Edwards notes that in Harry Greb’s heyday, he wasn’t talked about in the papers as the best pound-for-pound fighter in the sport. The boxing writers were partial to Benny Leonard who drew comparisons to the venerated Joe Gans.
Among active fighters, Breadman reserves his highest praise for Terence Crawford. “Body punching is a lost art,” he once wrote. “[Crawford] is a great body puncher who starts his knockouts with body punches, but those punches are so subtle they are not fully appreciated.”
If the opening line holds up, Crawford will enter the ring as the underdog when he opposes Canelo Alvarez in September. Crawford, who will enter the ring a few weeks shy of his 38th birthday, is actually the older fighter, older than Canelo by almost three full years (it doesn’t seem that way since the Mexican redhead has been in the public eye so much longer), and will theoretically be rusty as 13 months will have elapsed since his most recent fight.
Breadman discounts those variables. “Terence is older,” he says, “but has less wear and tear and never looks rusty after a long layoff.” That Crawford will win he has no doubt, an opinion he tweaked after Canelo’s performance against William Scull: “Canelo’s legs are not the same. Bud may even stop him now.”

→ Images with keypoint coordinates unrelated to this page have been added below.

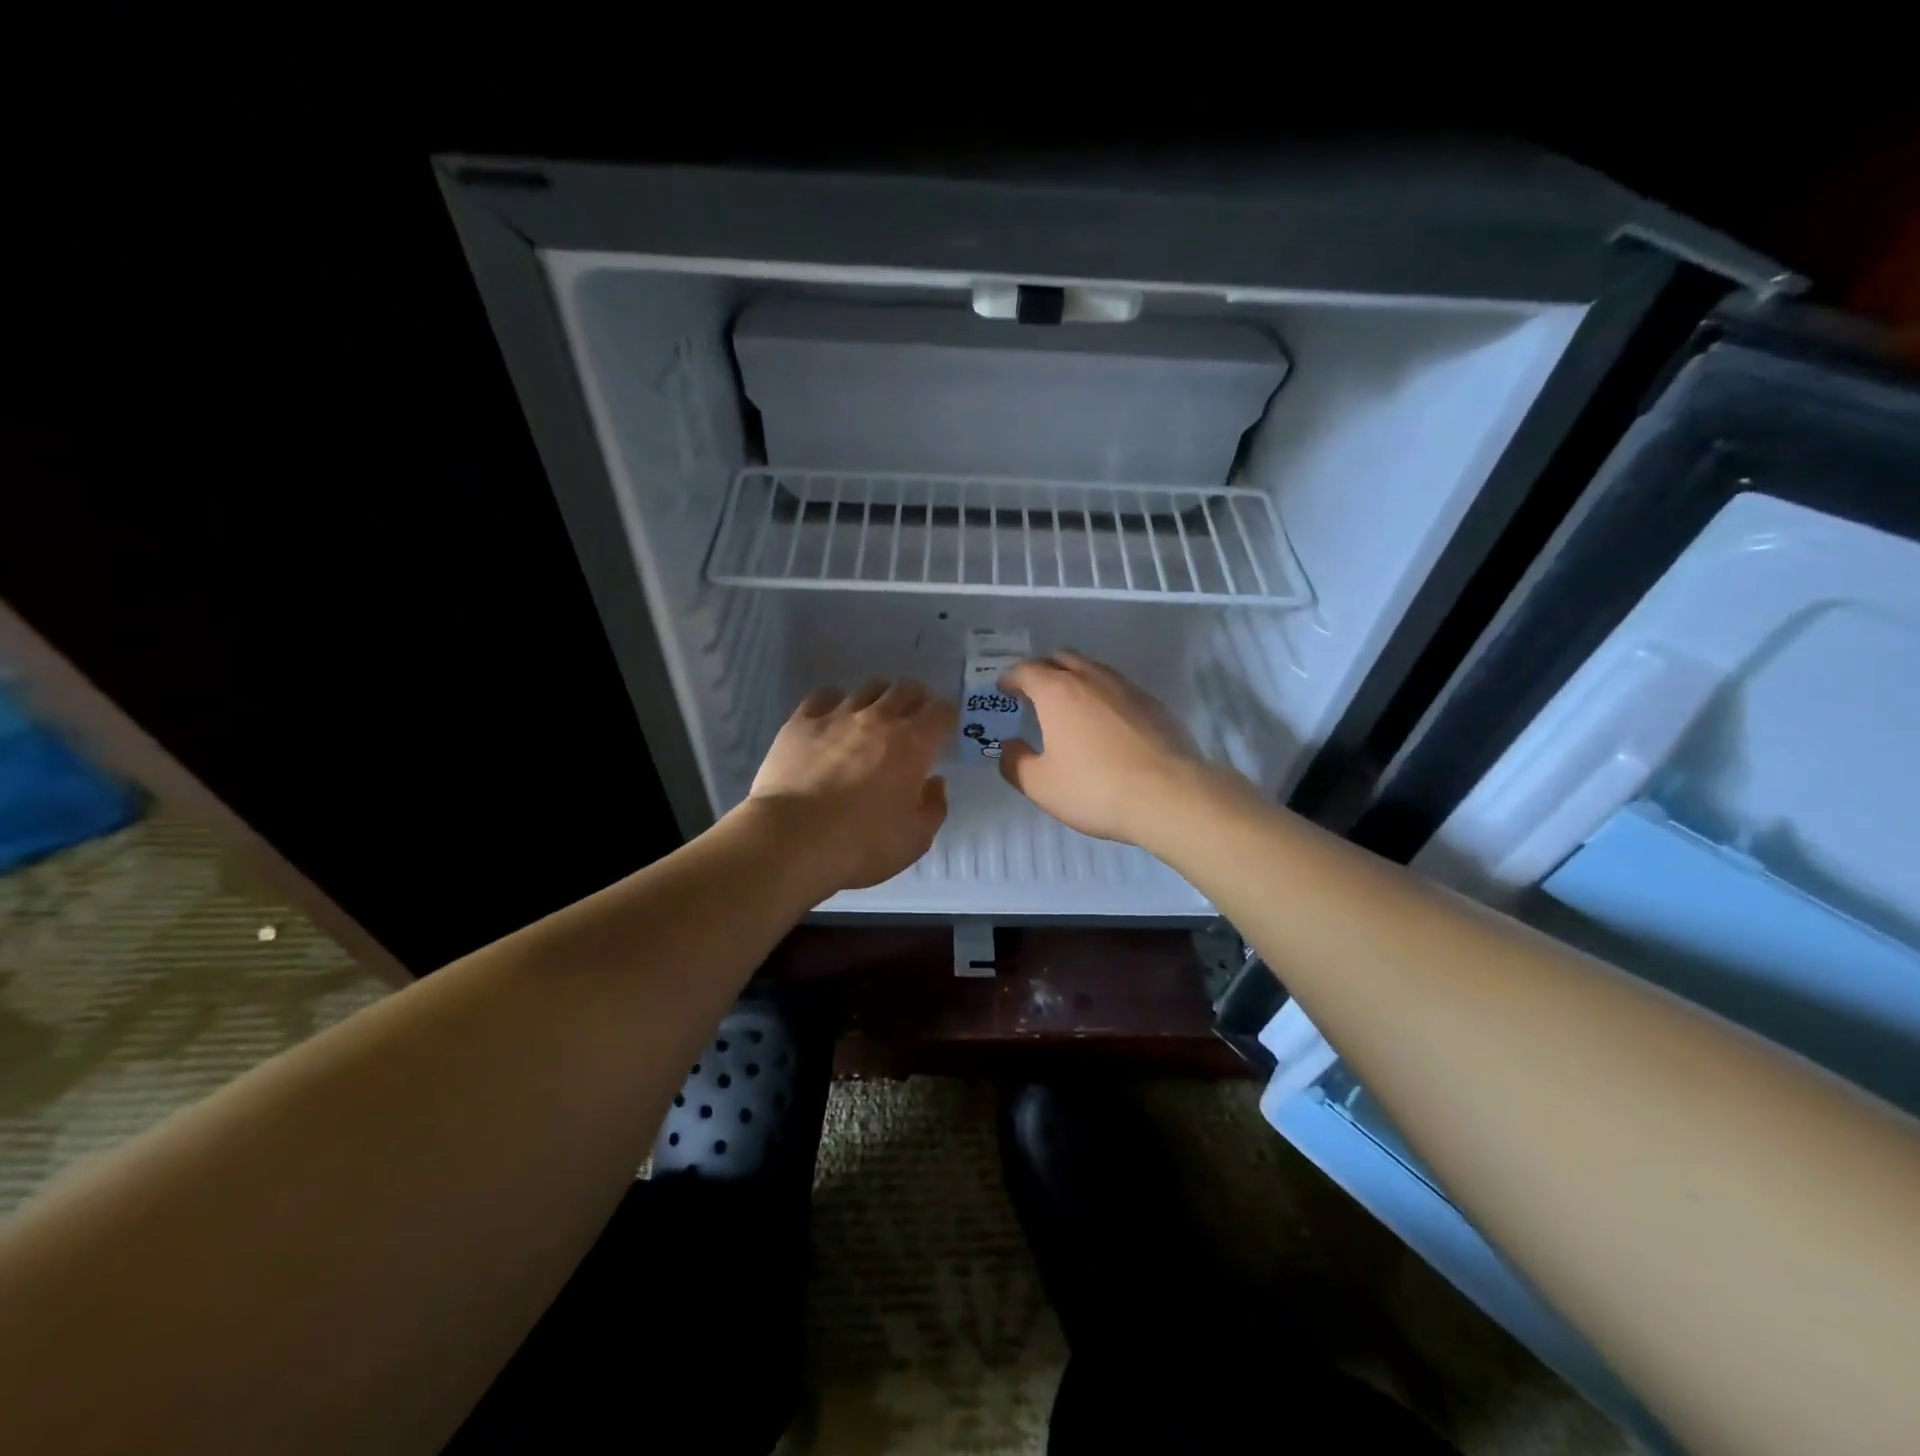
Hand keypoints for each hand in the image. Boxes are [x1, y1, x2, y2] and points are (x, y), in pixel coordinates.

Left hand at [746, 678, 955, 894]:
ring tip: (874, 717)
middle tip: (914, 718)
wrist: (793, 840)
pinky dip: (836, 702)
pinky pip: (824, 696)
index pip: (942, 711)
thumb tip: (934, 782)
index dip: (948, 716)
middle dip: (917, 699)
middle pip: (906, 689)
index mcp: (913, 744)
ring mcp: (838, 715)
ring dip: (879, 698)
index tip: (945, 729)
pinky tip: (833, 719)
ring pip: (868, 688)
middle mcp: (879, 718)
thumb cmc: (862, 844)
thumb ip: (933, 807)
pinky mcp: (801, 721)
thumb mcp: (915, 839)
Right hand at [997, 651, 1211, 846]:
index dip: (1011, 677)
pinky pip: (1120, 689)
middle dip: (1044, 670)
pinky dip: (1104, 696)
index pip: (1027, 670)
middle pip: (1062, 658)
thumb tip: (1008, 747)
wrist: (1168, 796)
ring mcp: (1127, 689)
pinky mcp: (1154, 705)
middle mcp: (1092, 679)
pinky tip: (1106, 722)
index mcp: (1057, 692)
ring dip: (1076, 678)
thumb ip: (1015, 763)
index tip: (1004, 688)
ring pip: (1095, 670)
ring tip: (1070, 703)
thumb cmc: (1094, 788)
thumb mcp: (1040, 785)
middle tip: (1035, 691)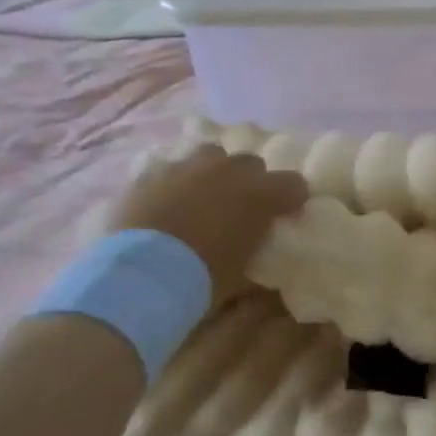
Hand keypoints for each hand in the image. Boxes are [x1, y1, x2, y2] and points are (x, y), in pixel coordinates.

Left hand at [101, 146, 306, 304]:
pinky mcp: (152, 174)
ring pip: (211, 156)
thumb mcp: (243, 279)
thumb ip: (259, 262)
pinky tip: (169, 204)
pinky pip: (172, 170)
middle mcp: (228, 170)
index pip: (294, 183)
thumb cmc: (203, 279)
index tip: (286, 214)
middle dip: (251, 182)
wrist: (141, 276)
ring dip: (214, 173)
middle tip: (242, 208)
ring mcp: (187, 167)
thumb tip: (266, 269)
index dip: (292, 199)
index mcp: (260, 194)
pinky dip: (177, 184)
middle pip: (252, 163)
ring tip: (205, 197)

Edwards has been with Caleb Plant for Plant’s last three fights. Their first collaboration produced a Knockout of the Year candidate. With one ferocious left hook, Plant sent Anthony Dirrell to dreamland. What followed were a 12-round setback to David Benavidez and a ninth-round stoppage of Trevor McCumby.
Breadman keeps a hectic schedule. From Monday through Friday, he’s at the DLX Gym in Las Vegas coaching Caleb Plant and Kyrone Davis. On weekends, he’s back in Philadelphia, checking in on his investment properties and, of greater importance, watching his kids play sports. His 14-year-old daughter and 12-year-old son are standout all-around athletes.